In an epilogue, Valentine is shown working in an intensive care unit at the start of the COVID-19 pandemic, where he encounters Ambrose, one of the Beth's former residents, who dies holding his hand. An exhausted, enraged Valentine leaves the hospital and breaks the fourth wall with an impassioned monologue in defence of the NHS.

== Cast ==
- Jennifer Saunders as Sister Alma Gilpin, the head nurse at the Bethlehem Hospital
- Bally Gill as Dr Valinder Singh ‘Valentine’ Vashisht, the resident doctor at the Beth
- Judi Dench as Mary Moss, a former librarian who is a patient at the Beth
- Russell Tovey as Colin Colman, a management consultant to the Health Secretary, whose father is a patient at the Beth
- David Bradley as Joe Colman, a former miner who is a patient at the Beth, and is Colin’s father
- Derek Jacobi as Ambrose Hammersley, a former schoolmaster, who taught languages, and is now a patient at the Beth
- Jesse Akele as Nurse Pinkney, a cheerful nurse who works at the Beth
- Louis Ashbourne Serkis as Andy, a student doing a work placement at the Beth
- Julia McKenzie as Mrs Blanche Alice Maudsley, a new patient at the Beth who is suffering from dementia
- Lorraine Ashbourne as Mrs Earnshaw, Mrs Maudsley’s daughter
- Gerard Horan as Mr Earnshaw, Mrs Maudsley’s son-in-law
- Vincent Franklin as Mr Salter, the Chairman of the Board of the Beth

Other patients at the Bethlehem Hospital include Marjorie Yates as Hazel, who repeatedly attempts to seduce Ambrose; Marlene Sidaway as Lucille, a baker's daughter and former housewife; Jeffery Kissoon as Neville, a somewhat ornery patient of Caribbean heritage; Eileen Davies as Molly, who is unable to speak and instead communicates by banging on a serving tray; and Patricia England (reprising the role she originated in the stage production) as Mavis, a patient with a colourful past.

Arian Nik and JP Conway play Abdul and Kieran, the reporters from the local television programme Pennine People, while Paul Butterworth and Amanda Root play Richard and Cynthia, the volunteers representing the Friends of the Beth who attempt to save the hospital.

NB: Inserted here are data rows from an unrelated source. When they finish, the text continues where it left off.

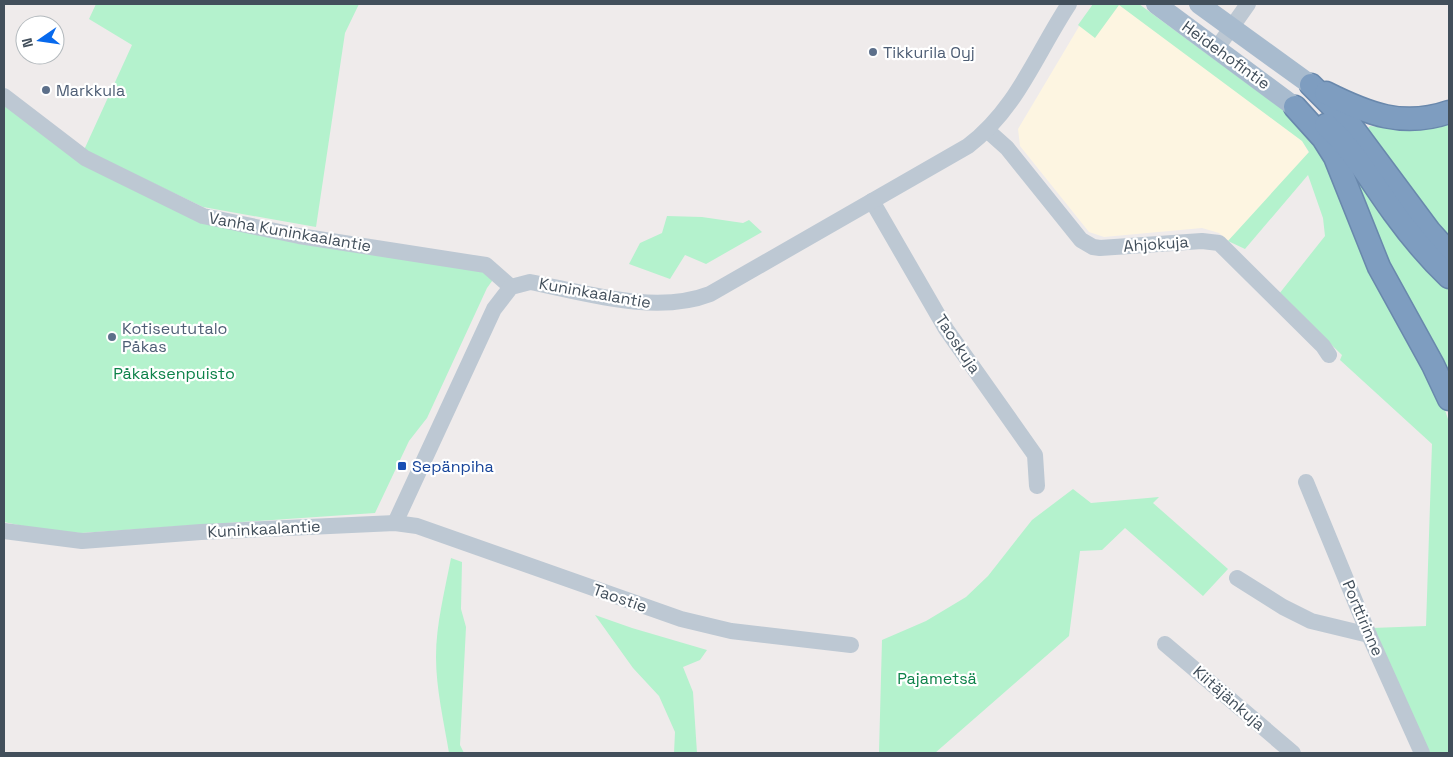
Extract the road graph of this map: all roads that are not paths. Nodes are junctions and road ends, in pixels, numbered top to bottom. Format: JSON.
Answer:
{"nodes":[{"id":1,"x":1069,"y":4,"type":"edge"},
{"id":2,"x":1156,"y":4,"type":"edge"},
{"id":3,"x":1199,"y":4,"type":"edge"},
{"id":4,"x":1248,"y":4,"type":"edge"},
{"id":5,"x":1231,"y":27,"type":"junction"},
{"id":6,"x":1216,"y":48,"type":"junction"},
{"id":7,"x":1311,"y":85,"type":"junction"},
{"id":8,"x":4,"y":96,"type":"edge"},
{"id":9,"x":1295,"y":106,"type":"junction"},
{"id":10,"x":1449,"y":112,"type":"edge"},
{"id":11,"x":988,"y":131,"type":"junction"},
{"id":12,"x":872,"y":201,"type":"junction"},
{"id":13,"x":1449,"y":253,"type":"edge"},
{"id":14,"x":1449,"y":276,"type":"edge"},
{"id":15,"x":511,"y":287,"type":"junction"},
{"id":16,"x":1329,"y":355,"type":"dead end"},
{"id":17,"x":1449,"y":400,"type":"edge"},
{"id":18,"x":1306,"y":482,"type":"dead end"},
{"id":19,"x":1037,"y":486,"type":"dead end"},
{"id":20,"x":395,"y":522,"type":"junction"},
{"id":21,"x":4,"y":531,"type":"edge"},
{"id":22,"x":1237,"y":578,"type":"dead end"},
{"id":23,"x":1369,"y":635,"type":"junction"},
{"id":24,"x":1165,"y":644,"type":"dead end"},
{"id":25,"x":851,"y":645,"type":"dead end"},
{"id":26,"x":1293,"y":753,"type":"edge"},
{"id":27,"x":1422,"y":753,"type":"edge"}],
"edges":[{"from":1,"to":11,"type":"street","name":"Kuninkaalantie"},
{"from":2,"to":6,"type":"main road","name":"Heidehofintie"},
{"from":3,"to":5,"type":"main road","name":"Heidehofintie"},
{"from":4,"to":5,"type":"street"},
{"from":5,"to":6,"type":"street"},
{"from":5,"to":7,"type":"main road","name":"Heidehofintie"},
{"from":6,"to":9,"type":"main road","name":"Heidehofintie"},
{"from":7,"to":10,"type":"highway"},
{"from":7,"to":13,"type":"highway"},
{"from":8,"to":15,"type":"street","name":"Vanha Kuninkaalantie"},
{"from":9,"to":14,"type":"highway"},
{"from":9,"to":17,"type":"highway"},
{"from":11,"to":12,"type":"street","name":"Kuninkaalantie"},
{"from":11,"to":16,"type":"street","name":"Ahjokuja"},
{"from":12,"to":15,"type":"street","name":"Kuninkaalantie"},
{"from":12,"to":19,"type":"street","name":"Taoskuja"},
{"from":15,"to":20,"type":"street"},
{"from":18,"to":23,"type":"street","name":"Porttirinne"},
{"from":20,"to":21,"type":"street","name":"Kuninkaalantie"},
{"from":20,"to":25,"type":"street","name":"Taostie"},
{"from":22,"to":23,"type":"street"},
{"from":23,"to":27,"type":"street","name":"Porttirinne"},
{"from":24,"to":26,"type":"street","name":"Kiitäjänkuja"}]}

Ross Tomlinson appears as Gerald, the physiotherapist, nicknamed 'Gorgeous Gerald', who leads the music therapy.

== Production ==
In October 2021, it was announced that Judi Dench, Derek Jacobi, Jennifer Saunders, Bally Gill, Russell Tovey, and David Bradley had joined the cast. Principal photography began later that month.

== Release ==
Allelujah had its world premiere at the 2022 Toronto International Film Festival. The film was released on 17 March 2023 by Pathé in France and Switzerland, and in the United Kingdom by Warner Bros. Pictures.

==Critical reception==
The film has received a polarised response from critics.